== Directions for this task ==
Repeat the entries. Each one must match exactly.

Dataset content Block Start

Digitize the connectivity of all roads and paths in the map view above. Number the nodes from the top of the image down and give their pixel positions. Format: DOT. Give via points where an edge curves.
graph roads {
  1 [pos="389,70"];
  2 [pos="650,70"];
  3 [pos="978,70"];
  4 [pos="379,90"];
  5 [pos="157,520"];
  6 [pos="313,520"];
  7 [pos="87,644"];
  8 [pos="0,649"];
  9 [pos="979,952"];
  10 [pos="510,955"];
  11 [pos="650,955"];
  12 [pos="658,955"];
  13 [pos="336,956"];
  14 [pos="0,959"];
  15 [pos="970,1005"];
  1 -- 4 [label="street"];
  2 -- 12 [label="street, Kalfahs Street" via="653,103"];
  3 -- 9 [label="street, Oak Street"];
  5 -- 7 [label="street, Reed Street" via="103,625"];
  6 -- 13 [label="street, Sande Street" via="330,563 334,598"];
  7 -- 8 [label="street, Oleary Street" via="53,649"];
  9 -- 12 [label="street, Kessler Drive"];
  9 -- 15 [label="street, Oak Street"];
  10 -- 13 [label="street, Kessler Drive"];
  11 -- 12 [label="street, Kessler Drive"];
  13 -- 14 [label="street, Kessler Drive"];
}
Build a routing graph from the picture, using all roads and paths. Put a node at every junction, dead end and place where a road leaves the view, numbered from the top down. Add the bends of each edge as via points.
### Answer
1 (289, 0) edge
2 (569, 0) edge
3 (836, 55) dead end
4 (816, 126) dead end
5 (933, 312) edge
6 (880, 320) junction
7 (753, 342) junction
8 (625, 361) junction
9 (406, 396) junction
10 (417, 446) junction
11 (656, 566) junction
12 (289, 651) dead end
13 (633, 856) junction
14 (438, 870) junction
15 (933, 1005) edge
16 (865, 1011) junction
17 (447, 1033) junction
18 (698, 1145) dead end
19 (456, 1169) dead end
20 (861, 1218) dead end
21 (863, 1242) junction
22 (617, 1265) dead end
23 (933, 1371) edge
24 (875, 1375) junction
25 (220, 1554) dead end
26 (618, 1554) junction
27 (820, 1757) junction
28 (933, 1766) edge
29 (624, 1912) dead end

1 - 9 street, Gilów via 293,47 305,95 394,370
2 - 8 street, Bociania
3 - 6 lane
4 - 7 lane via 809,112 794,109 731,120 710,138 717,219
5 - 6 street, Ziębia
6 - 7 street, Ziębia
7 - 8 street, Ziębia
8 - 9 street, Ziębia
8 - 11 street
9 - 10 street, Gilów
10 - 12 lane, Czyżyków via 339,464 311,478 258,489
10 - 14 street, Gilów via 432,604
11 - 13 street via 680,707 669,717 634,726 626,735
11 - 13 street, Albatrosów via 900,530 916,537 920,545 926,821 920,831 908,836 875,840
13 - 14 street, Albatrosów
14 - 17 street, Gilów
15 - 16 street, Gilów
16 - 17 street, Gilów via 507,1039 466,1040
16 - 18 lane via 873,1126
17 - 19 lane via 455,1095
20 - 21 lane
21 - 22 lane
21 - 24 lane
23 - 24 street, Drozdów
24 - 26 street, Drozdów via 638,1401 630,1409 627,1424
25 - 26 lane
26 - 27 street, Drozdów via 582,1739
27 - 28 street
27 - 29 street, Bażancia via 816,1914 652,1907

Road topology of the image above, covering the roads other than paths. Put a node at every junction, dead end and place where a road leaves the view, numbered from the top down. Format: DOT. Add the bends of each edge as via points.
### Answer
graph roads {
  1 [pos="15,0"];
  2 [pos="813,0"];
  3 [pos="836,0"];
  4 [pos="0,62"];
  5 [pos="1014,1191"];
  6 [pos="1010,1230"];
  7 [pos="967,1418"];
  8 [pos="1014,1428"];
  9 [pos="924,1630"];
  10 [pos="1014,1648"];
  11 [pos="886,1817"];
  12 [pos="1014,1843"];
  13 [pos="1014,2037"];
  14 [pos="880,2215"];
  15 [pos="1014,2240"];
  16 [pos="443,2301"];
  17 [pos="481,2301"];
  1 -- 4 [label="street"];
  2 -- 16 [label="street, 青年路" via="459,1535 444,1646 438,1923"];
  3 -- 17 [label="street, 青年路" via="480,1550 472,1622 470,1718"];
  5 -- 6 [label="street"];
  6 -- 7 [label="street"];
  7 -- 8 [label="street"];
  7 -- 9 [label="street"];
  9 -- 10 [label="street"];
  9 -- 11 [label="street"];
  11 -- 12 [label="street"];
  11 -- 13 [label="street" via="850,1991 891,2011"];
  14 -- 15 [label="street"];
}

Dataset content Block End

== Output for this exercise ==
Digitize the connectivity of all roads and paths in the map view above. Number the nodes from the top of the image down and give their pixel positions. Format: DOT. Give via points where an edge curves.
graph roads {
  1 [pos="389,70"];
  2 [pos="650,70"];
  3 [pos="978,70"];
  4 [pos="379,90"];
  5 [pos="157,520"];
  6 [pos="313,520"];
  7 [pos="87,644"];
  8 [pos="0,649"];
  9 [pos="979,952"];
  10 [pos="510,955"];
  11 [pos="650,955"];
  12 [pos="658,955"];
  13 [pos="336,956"];
  14 [pos="0,959"];
  15 [pos="970,1005"];
  1 -- 4 [label="street"];
  2 -- 12 [label="street, Kalfahs Street" via="653,103"];
  3 -- 9 [label="street, Oak Street"];
  5 -- 7 [label="street, Reed Street" via="103,625"];
  6 -- 13 [label="street, Sande Street" via="330,563 334,598"];
  7 -- 8 [label="street, Oleary Street" via="53,649"];
  9 -- 12 [label="street, Kessler Drive"];
  9 -- 15 [label="street, Oak Street"];
  10 -- 13 [label="street, Kessler Drive"];
  11 -- 12 [label="street, Kessler Drive"];
  13 -- 14 [label="street, Kessler Drive"];
}
Build a routing graph from the picture, using all roads and paths. Put a node at every junction, dead end and place where a road leaves the view, numbered from the top down. Add the bends of each edge as via points.
### Answer
1 (289, 0) edge
2 (569, 0) edge
3 (836, 55) dead end
4 (816, 126) dead end
5 (933, 312) edge
6 (880, 320) junction
7 (753, 342) junction
8 (625, 361) junction
9 (406, 396) junction
10 (417, 446) junction
11 (656, 566) junction
12 (289, 651) dead end
13 (633, 856) junction
14 (438, 870) junction
15 (933, 1005) edge
16 (865, 1011) junction
17 (447, 1033) junction
18 (698, 1145) dead end
19 (456, 1169) dead end
20 (861, 1218) dead end
21 (863, 1242) junction
22 (617, 1265) dead end
23 (933, 1371) edge
24 (875, 1375) junction
25 (220, 1554) dead end
26 (618, 1554) junction
27 (820, 1757) junction
28 (933, 1766) edge
29 (624, 1912) dead end

1 - 9 street, Gilów via 293,47 305,95 394,370
2 - 8 street, Bociania
3 - 6 lane
4 - 7 lane via 809,112 794,109 731,120 710,138 717,219
5 - 6 street, Ziębia
6 - 7 street, Ziębia
7 - 8 street, Ziębia
8 - 9 street, Ziębia
8 - 11 street
9 - 10 street, Gilów
10 - 12 lane, Czyżyków via 339,464 311,478 258,489
10 - 14 street, Gilów via 432,604
11 - 13 street via 680,707 669,717 634,726 626,735
11 - 13 street, Albatrosów via 900,530 916,537 920,545 926,821 920,831 908,836 875,840
13 - 14 street, Albatrosów
14 - 17 street, Gilów
15 - 16 street, Gilów
16 - 17 street, Gilów via 507,1039 466,1040
16 - 18 lane via 873,1126
17 - 19 lane via 455,1095
20 - 21 lane
21 - 22 lane
21 - 24 lane
23 - 24 street, Drozdów
24 - 26 street, Drozdów via 638,1401 630,1409 627,1424
25 - 26 lane
26 - 27 street, Drozdów via 582,1739
27 - 28 street
27 - 29 street, Bażancia via 816,1914 652,1907

Road topology of the image above, covering the roads other than paths. Put a node at every junction, dead end and place where a road leaves the view, numbered from the top down. Format: DOT. Add the bends of each edge as via points.
### Answer
graph roads {
  1 [pos="15,0"];
  2 [pos="813,0"];
  3 [pos="836,0"];
  4 [pos="0,62"];
  5 [pos="1014,1191"];
  6 [pos="1010,1230"];
  7 [pos="967,1418"];
  8 [pos="1014,1428"];
  9 [pos="924,1630"];
  10 [pos="1014,1648"];
  11 [pos="886,1817"];
  12 [pos="1014,1843"];
  13 [pos="1014,2037"];
  14 [pos="880,2215"];
  15 [pos="1014,2240"];
  16 [pos="443,2301"];
  17 [pos="481,2301"];
  1 -- 4 [label="street"];
  2 -- 16 [label="street, 青年路" via="459,1535 444,1646 438,1923"];
  3 -- 17 [label="street, 青年路" via="480,1550 472,1622 470,1718"];
  5 -- 6 [label="street"];
  6 -- 7 [label="street"];
  7 -- 8 [label="street"];
  7 -- 9 [label="street"];
  9 -- 10 [label="street"];
  9 -- 11 [label="street"];
  11 -- 12 [label="street"];
  11 -- 13 [label="street" via="850,1991 891,2011"];
  14 -- 15 [label="street"];
}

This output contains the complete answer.